In conclusion, a simple chemical route has been developed for the preparation of water dispersed nanosized graphene oxide, which cancelled high-temperature stage and prolonged the reaction time of mid-temperature to improve the extent of oxidation of graphite and avoid the damage of eruption in high-temperature reaction. The method developed here is simple, scalable, and environmental friendly. FTIR, XRD, Ultraviolet-visible, TGA, Raman spectrum, and XPS measurements indicate that the GO has been synthesized successfully. GO is essentially a single atomic sheet, while its lateral dimension extends to the size of colloidal particles.

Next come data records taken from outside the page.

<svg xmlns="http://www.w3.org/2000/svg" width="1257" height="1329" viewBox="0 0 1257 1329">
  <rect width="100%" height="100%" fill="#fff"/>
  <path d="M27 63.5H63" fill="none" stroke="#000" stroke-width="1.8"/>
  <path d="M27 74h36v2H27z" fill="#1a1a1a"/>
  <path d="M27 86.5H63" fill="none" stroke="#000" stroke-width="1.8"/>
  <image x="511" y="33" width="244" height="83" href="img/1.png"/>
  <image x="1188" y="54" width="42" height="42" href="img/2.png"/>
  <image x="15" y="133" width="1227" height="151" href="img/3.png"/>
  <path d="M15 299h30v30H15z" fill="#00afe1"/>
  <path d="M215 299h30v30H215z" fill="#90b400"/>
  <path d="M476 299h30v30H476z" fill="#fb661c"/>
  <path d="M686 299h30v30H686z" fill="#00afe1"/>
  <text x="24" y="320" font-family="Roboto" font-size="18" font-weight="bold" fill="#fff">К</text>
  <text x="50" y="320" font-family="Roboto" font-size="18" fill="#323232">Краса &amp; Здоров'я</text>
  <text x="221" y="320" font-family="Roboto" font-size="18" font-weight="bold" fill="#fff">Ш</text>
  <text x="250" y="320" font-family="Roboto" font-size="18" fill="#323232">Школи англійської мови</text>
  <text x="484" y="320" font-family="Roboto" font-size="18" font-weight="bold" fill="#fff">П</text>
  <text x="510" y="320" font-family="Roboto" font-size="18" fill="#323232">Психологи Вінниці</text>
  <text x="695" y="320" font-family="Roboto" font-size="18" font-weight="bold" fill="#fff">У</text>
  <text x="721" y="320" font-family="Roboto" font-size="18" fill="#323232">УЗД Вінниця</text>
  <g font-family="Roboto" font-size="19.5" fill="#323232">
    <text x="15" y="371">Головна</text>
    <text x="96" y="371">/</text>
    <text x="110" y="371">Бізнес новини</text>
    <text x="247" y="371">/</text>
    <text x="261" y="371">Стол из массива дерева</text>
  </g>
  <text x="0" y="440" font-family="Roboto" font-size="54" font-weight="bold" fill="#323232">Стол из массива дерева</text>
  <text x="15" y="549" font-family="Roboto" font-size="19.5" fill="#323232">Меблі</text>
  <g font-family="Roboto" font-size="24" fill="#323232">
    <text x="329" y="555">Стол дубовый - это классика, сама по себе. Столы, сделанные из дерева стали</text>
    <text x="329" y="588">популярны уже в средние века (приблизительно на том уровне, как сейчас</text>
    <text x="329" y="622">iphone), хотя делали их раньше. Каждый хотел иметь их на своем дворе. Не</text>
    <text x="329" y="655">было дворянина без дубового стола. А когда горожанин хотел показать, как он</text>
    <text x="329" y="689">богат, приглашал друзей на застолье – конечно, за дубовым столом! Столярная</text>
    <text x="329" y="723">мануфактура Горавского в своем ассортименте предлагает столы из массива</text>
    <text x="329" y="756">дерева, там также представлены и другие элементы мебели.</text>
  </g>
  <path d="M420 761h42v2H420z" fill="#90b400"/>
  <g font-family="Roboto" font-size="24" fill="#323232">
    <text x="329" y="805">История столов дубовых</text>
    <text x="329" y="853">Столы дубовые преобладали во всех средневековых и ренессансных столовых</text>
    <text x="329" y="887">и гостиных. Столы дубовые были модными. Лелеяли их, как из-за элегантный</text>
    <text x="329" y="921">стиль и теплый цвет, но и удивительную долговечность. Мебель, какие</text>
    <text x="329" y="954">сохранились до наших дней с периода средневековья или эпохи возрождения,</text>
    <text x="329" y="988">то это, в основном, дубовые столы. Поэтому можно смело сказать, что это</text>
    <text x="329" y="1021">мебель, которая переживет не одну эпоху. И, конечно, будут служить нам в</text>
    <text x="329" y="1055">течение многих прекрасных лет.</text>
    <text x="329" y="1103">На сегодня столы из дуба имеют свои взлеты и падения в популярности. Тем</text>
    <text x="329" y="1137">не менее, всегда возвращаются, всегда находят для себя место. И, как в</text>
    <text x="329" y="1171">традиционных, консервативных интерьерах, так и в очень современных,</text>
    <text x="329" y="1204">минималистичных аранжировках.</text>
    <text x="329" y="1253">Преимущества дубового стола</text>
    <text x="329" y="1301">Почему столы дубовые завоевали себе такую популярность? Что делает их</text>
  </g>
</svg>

SEM images have showed the microcosmic structure of the GO dispersion that GO sheets with lateral dimensions of several micrometers are able to contact with each other to form a loose network in solution. Flooding experiments show that the GO dispersion has an ability to adjust water injection profile, reduce permeability ratio, and improve conformance factor, and could be used as profile control agent in the oilfield water-flooding. Our work may lay a foundation for further industrial applications of GO in oilfield exploitation.

Conflict of Interests

The authors declare that there is no conflict of interests regarding the publication of this paper.

Acknowledgments

This work was supported by the National Science and Technology Major Project of China (no. 2011ZX05024-004). The experiments were performed at the State Key Laboratory of Oil and Gas Reservoir Geology and Exploitation of Southwest Petroleum University in Chengdu in China.